[Record excerpts]
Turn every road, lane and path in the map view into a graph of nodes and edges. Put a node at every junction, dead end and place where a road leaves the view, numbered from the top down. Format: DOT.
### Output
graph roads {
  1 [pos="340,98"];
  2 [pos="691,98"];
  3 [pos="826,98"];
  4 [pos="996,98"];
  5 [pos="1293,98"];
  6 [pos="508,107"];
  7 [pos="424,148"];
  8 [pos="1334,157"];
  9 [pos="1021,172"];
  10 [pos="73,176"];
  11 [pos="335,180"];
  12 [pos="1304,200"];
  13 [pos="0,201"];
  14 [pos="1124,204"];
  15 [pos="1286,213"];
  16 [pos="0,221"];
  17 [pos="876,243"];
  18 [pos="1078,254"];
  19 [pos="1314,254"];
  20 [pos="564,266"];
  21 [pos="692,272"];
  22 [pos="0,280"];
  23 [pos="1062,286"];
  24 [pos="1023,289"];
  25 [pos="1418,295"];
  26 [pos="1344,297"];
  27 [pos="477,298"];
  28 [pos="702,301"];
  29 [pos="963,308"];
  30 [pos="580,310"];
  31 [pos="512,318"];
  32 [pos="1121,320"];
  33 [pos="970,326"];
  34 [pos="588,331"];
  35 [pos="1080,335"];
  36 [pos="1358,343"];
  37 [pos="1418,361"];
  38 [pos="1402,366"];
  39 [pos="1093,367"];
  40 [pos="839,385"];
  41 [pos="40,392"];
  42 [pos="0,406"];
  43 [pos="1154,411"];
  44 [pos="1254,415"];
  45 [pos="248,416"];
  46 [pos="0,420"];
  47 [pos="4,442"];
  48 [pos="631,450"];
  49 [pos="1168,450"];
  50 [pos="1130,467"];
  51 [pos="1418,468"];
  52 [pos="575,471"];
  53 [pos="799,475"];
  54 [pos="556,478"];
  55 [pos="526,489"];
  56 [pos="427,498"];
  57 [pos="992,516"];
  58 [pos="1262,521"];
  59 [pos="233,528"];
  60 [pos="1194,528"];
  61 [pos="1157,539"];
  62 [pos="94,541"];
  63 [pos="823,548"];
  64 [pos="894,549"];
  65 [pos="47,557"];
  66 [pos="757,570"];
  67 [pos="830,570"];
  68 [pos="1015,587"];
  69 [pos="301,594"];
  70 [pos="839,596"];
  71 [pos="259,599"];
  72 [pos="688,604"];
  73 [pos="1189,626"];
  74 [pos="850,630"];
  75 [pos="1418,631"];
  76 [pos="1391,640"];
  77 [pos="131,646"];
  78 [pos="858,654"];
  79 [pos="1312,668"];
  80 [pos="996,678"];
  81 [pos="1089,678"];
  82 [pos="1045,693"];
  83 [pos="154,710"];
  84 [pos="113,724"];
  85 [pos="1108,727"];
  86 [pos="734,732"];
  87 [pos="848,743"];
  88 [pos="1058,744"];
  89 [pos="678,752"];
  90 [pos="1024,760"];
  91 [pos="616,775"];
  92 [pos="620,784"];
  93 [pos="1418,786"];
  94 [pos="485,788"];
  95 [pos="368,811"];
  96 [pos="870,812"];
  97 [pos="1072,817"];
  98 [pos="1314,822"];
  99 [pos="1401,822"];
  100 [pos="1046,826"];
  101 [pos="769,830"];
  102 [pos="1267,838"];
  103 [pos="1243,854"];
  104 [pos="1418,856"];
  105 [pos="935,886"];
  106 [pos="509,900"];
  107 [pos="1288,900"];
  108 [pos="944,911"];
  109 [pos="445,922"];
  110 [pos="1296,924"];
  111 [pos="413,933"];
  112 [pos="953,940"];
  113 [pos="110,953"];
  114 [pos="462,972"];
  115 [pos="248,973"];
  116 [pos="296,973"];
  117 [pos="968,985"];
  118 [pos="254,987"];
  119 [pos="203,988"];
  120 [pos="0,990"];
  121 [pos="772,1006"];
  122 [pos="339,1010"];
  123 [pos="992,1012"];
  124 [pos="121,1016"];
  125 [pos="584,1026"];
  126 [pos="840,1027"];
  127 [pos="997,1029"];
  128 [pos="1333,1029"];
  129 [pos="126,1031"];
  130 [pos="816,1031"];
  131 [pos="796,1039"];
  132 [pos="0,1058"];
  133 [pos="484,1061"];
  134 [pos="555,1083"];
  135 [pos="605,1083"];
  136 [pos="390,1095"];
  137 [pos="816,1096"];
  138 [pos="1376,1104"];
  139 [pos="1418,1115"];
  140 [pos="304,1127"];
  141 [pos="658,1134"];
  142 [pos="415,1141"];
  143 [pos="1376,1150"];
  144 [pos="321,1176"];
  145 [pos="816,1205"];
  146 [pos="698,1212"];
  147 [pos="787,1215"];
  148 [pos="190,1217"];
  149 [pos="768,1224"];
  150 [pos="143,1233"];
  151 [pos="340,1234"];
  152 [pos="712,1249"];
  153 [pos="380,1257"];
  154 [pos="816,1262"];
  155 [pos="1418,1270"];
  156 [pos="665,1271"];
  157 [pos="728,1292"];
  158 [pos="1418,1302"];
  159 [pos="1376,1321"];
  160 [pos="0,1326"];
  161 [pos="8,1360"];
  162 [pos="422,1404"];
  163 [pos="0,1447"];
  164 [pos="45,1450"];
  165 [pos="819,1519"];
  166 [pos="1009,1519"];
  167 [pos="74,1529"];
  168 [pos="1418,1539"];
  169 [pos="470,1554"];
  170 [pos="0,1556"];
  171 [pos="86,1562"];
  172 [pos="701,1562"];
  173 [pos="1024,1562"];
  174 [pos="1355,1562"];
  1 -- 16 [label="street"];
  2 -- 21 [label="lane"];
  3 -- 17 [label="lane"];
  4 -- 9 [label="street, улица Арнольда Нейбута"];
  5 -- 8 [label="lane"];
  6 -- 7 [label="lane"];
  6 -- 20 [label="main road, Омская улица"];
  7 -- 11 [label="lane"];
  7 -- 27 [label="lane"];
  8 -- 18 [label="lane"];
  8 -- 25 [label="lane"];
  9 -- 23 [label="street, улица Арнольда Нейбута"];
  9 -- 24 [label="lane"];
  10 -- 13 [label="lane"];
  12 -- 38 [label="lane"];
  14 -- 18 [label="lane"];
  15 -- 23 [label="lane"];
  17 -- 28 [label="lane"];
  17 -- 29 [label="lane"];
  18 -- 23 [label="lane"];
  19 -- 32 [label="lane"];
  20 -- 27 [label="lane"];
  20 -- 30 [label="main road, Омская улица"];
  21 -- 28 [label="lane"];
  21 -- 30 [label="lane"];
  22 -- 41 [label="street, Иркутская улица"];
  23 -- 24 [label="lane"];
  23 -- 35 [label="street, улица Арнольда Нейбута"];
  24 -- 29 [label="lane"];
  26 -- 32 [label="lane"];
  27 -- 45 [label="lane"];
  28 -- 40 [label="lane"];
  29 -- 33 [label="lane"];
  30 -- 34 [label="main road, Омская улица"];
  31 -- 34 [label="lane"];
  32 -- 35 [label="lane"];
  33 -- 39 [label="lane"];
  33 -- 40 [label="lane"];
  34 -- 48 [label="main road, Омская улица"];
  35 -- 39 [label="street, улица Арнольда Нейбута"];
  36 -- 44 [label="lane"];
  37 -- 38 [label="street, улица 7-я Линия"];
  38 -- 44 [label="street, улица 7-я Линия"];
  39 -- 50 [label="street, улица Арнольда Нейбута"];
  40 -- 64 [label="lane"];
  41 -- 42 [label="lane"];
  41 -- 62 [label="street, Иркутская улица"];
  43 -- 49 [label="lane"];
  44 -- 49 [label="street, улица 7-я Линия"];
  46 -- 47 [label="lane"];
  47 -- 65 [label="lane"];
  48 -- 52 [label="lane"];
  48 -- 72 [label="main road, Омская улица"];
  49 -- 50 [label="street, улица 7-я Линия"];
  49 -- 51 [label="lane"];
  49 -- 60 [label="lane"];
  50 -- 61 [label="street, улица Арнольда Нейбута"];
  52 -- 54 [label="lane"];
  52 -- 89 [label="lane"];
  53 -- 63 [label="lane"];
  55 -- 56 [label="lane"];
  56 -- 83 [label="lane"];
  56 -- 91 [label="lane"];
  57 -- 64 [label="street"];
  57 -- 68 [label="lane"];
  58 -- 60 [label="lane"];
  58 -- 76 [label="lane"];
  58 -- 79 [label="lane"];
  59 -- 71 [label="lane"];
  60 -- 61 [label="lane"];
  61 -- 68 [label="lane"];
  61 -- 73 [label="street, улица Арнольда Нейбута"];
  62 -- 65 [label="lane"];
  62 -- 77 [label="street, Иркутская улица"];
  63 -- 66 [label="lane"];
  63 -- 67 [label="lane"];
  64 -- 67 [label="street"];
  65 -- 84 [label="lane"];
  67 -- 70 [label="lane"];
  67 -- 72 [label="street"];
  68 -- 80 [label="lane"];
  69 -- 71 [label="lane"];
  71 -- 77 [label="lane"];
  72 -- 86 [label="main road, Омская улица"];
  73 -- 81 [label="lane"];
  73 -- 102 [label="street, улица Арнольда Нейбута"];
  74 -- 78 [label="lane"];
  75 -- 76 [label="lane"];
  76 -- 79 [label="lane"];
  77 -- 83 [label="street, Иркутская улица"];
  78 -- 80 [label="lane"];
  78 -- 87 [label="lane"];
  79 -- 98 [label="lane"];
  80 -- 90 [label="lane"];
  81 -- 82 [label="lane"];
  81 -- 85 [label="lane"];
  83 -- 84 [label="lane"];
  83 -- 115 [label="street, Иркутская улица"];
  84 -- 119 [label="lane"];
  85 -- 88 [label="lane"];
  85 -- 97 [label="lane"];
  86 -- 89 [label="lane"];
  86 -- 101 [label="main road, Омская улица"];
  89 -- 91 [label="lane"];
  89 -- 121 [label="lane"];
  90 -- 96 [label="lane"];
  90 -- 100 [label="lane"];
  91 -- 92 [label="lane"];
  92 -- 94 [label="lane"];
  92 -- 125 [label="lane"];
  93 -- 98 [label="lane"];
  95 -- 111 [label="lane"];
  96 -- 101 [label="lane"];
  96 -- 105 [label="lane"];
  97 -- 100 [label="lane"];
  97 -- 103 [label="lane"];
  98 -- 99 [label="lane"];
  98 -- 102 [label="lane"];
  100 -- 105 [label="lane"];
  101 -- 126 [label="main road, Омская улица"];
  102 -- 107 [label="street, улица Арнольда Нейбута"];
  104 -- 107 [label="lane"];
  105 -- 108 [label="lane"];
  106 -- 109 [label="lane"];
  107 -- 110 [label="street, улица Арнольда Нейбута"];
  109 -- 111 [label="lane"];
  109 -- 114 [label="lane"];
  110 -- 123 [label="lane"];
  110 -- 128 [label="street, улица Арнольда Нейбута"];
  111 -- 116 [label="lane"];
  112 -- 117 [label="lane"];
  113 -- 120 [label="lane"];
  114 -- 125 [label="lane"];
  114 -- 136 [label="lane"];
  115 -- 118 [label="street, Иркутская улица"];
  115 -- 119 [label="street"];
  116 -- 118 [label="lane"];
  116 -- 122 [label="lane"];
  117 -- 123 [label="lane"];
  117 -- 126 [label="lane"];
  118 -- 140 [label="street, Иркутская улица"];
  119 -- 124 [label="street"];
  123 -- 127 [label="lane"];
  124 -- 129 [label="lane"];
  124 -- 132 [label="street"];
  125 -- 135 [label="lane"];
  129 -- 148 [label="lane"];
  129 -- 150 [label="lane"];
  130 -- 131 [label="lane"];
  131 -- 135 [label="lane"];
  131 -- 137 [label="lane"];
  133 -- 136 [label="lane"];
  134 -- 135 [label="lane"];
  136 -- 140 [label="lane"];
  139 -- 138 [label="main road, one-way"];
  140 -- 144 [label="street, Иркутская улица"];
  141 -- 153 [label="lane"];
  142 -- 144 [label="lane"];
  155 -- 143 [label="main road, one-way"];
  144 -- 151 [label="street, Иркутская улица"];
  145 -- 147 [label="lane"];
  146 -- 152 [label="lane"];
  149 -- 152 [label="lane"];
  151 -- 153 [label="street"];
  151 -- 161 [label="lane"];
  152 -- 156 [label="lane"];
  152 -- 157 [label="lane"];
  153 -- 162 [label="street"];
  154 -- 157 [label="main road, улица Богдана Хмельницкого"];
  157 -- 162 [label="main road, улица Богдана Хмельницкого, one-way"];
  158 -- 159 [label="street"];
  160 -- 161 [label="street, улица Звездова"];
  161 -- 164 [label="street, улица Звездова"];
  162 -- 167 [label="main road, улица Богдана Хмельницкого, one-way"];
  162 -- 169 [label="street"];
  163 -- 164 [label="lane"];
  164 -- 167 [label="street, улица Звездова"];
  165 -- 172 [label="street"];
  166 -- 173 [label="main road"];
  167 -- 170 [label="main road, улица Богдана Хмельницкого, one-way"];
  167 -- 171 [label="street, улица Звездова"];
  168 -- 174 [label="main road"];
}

[Task details] Search the data above for the string "Богдана". Report every line where it is found.

[Solution]
  154 -- 157 [label="main road, улица Богдана Хмельницкого"];
  157 -- 162 [label="main road, улица Богдана Хмельницкого, one-way"];
  162 -- 167 [label="main road, улица Богдана Хмельницкого, one-way"];
  167 -- 170 [label="main road, улица Богдана Хмельницкого, one-way"];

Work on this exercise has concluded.